### Work task
All records are to be reproduced verbatim, with images omitted.

::: Working data

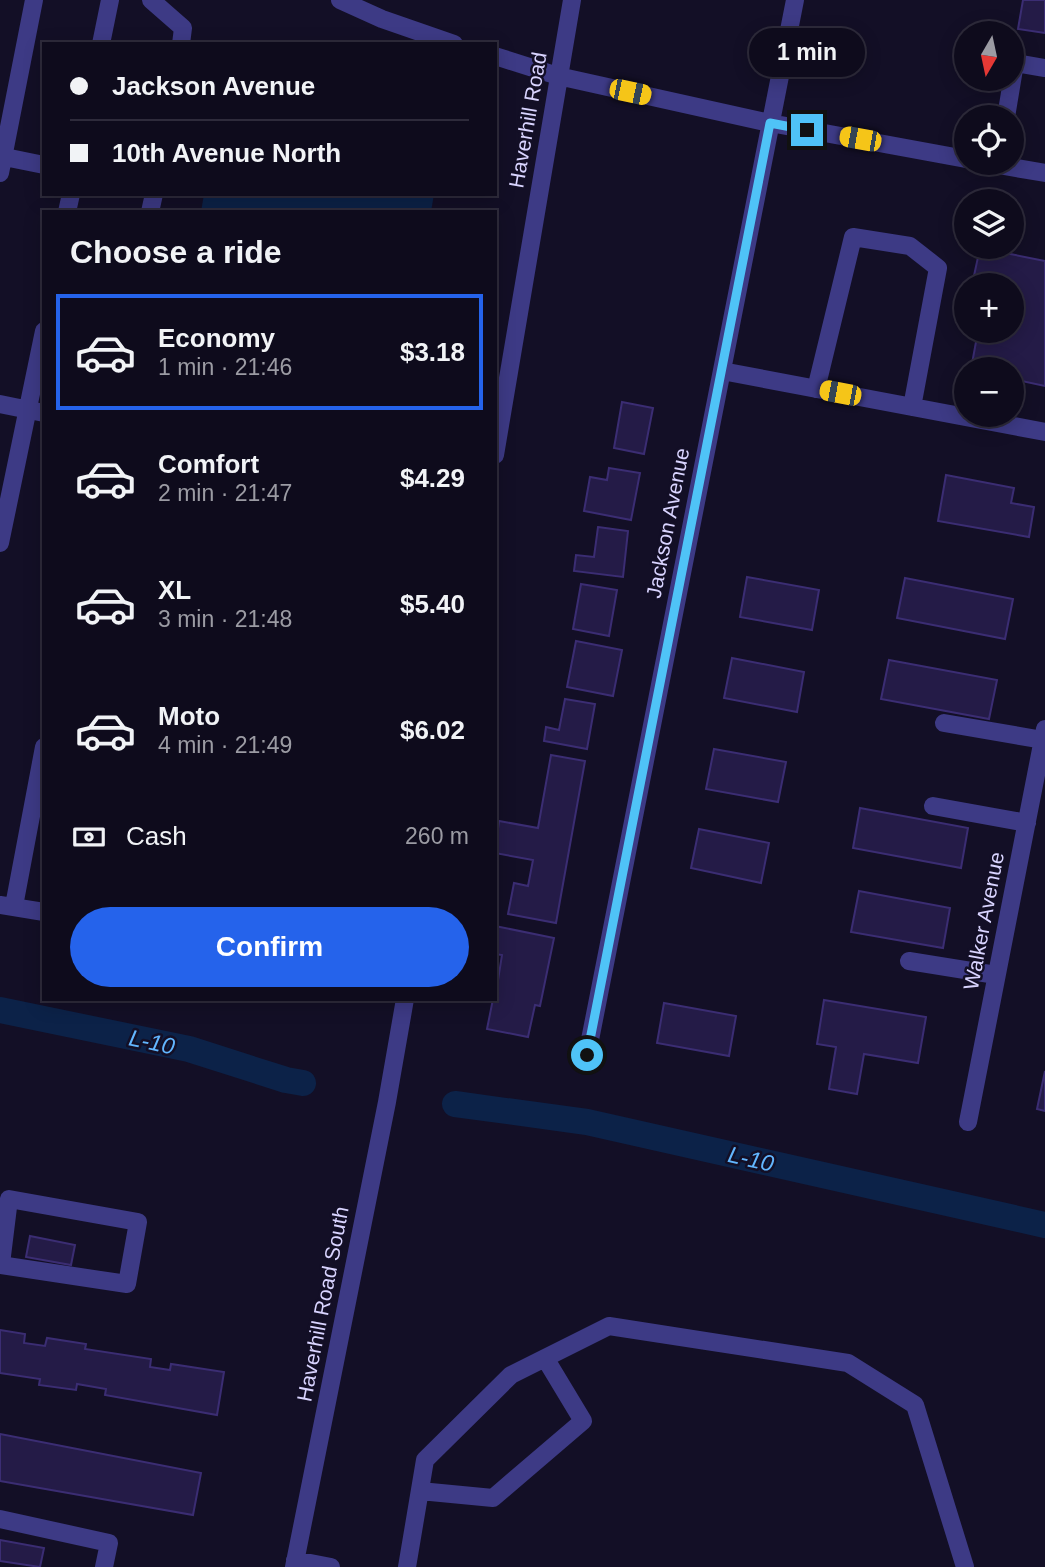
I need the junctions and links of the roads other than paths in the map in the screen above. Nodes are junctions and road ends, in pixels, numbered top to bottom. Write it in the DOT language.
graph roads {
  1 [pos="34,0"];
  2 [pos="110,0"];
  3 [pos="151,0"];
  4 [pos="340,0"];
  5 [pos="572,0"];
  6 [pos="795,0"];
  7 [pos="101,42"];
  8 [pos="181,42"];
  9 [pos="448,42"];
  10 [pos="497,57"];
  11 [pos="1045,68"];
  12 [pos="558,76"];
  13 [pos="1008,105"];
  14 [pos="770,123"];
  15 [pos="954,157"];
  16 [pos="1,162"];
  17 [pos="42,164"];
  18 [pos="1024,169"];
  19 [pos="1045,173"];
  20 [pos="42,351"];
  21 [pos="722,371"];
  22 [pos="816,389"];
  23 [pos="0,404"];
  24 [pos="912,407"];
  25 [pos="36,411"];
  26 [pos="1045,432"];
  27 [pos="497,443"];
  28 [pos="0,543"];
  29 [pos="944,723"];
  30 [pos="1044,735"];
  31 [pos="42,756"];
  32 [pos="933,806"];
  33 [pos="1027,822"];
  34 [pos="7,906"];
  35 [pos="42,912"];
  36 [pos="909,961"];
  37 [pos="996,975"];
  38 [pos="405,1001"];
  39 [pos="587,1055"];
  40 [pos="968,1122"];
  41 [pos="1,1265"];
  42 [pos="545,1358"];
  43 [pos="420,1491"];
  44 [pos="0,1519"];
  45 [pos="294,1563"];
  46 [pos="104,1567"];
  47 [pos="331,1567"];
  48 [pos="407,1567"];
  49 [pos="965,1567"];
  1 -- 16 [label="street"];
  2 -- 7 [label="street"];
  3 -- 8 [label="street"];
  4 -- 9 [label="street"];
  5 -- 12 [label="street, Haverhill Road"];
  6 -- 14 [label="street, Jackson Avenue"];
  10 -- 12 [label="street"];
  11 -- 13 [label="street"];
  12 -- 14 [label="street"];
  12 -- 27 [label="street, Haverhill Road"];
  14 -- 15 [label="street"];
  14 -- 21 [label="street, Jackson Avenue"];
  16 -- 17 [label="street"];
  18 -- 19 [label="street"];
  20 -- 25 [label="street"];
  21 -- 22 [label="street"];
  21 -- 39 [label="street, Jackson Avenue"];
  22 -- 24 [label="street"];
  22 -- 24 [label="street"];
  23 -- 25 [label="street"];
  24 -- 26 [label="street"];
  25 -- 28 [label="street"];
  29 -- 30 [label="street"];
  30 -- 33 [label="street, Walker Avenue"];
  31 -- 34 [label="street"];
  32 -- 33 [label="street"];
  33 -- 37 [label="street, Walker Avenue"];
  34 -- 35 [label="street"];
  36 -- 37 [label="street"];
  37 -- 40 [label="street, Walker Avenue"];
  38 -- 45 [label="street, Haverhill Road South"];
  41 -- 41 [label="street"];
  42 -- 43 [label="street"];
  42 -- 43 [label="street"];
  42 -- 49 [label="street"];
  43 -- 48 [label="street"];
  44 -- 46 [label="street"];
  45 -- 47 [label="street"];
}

::::::

### Exercise solution
I need the junctions and links of the roads other than paths in the map in the screen above. Nodes are junctions and road ends, in pixels, numbered top to bottom. Write it in the DOT language.
graph roads {
  1 [pos="34,0"];
  2 [pos="110,0"];
  3 [pos="151,0"];
  4 [pos="340,0"];
  5 [pos="572,0"];
  6 [pos="795,0"];
  7 [pos="101,42"];
  8 [pos="181,42"];
  9 [pos="448,42"];
  10 [pos="497,57"];
  11 [pos="1045,68"];
  12 [pos="558,76"];
  13 [pos="1008,105"];
  14 [pos="770,123"];
  15 [pos="954,157"];
  16 [pos="1,162"];
  17 [pos="42,164"];
  18 [pos="1024,169"];
  19 [pos="1045,173"];
  20 [pos="42,351"];
  21 [pos="722,371"];
  22 [pos="816,389"];
  23 [pos="0,404"];
  24 [pos="912,407"];
  25 [pos="36,411"];
  26 [pos="1045,432"];
  27 [pos="497,443"];
  28 [pos="0,543"];
  29 [pos="944,723"];
  30 [pos="1044,735"];
  31 [pos="42,756"];
  32 [pos="933,806"];
  33 [pos="1027,822"];
  34 [pos="7,906"];
  35 [pos="42,912"];
  36 [pos="909,961"];
  37 [pos="996,975"];
  38 [pos="405,1001"];
  39 [pos="587,1055"];
  40 [pos="968,1122"];
  41 [pos="1,1265"];
  42 [pos="545,1358"];
  43 [pos="420,1491"];
  44 [pos="0,1519"];
  45 [pos="294,1563"];
  46 [pos="104,1567"];
  47 [pos="331,1567"];
  48 [pos="407,1567"];
  49 [pos="965,1567"];
  1 -- 16 [label="street"];
  2 -- 7 [label="street"];
  3 -- 8 [label="street"];
  4 -- 9 [label="street"];
  5 -- 12 [label="street, Haverhill Road"];
  6 -- 14 [label="street, Jackson Avenue"];
  10 -- 12 [label="street"];
  11 -- 13 [label="street"];
  12 -- 14 [label="street"];
  12 -- 27 [label="street, Haverhill Road"];
  14 -- 15 [label="street"];
  14 -- 21 [label="street, Jackson Avenue"];
  16 -- 17 [label="street"];
  18 -- 19 [label="street"];
  20 -- 25 [label="street"];
  21 -- 22 [label="street"];
  21 -- 39 [label="street, Jackson Avenue"];
  22 -- 24 [label="street"];
  22 -- 24 [label="street"];
  23 -- 25 [label="street"];
  24 -- 26 [label="street"];
  25 -- 28 [label="street"];
  29 -- 30 [label="street"];
  30 -- 33 [label="street, Walker Avenue"];
  31 -- 34 [label="street"];
  32 -- 33 [label="street"];
  33 -- 37 [label="street, Walker Avenue"];
  34 -- 35 [label="street"];
  36 -- 37 [label="street"];
  37 -- 40 [label="street, Walker Avenue"];
  38 -- 45 [label="street, Haverhill Road South"];
  41 -- 41 [label="street"];
  42 -- 43 [label="street"];
  42 -- 43 [label="street"];
  42 -- 49 [label="street"];
  43 -- 48 [label="street"];
  44 -- 46 [label="street"];
  45 -- 47 [label="street"];
}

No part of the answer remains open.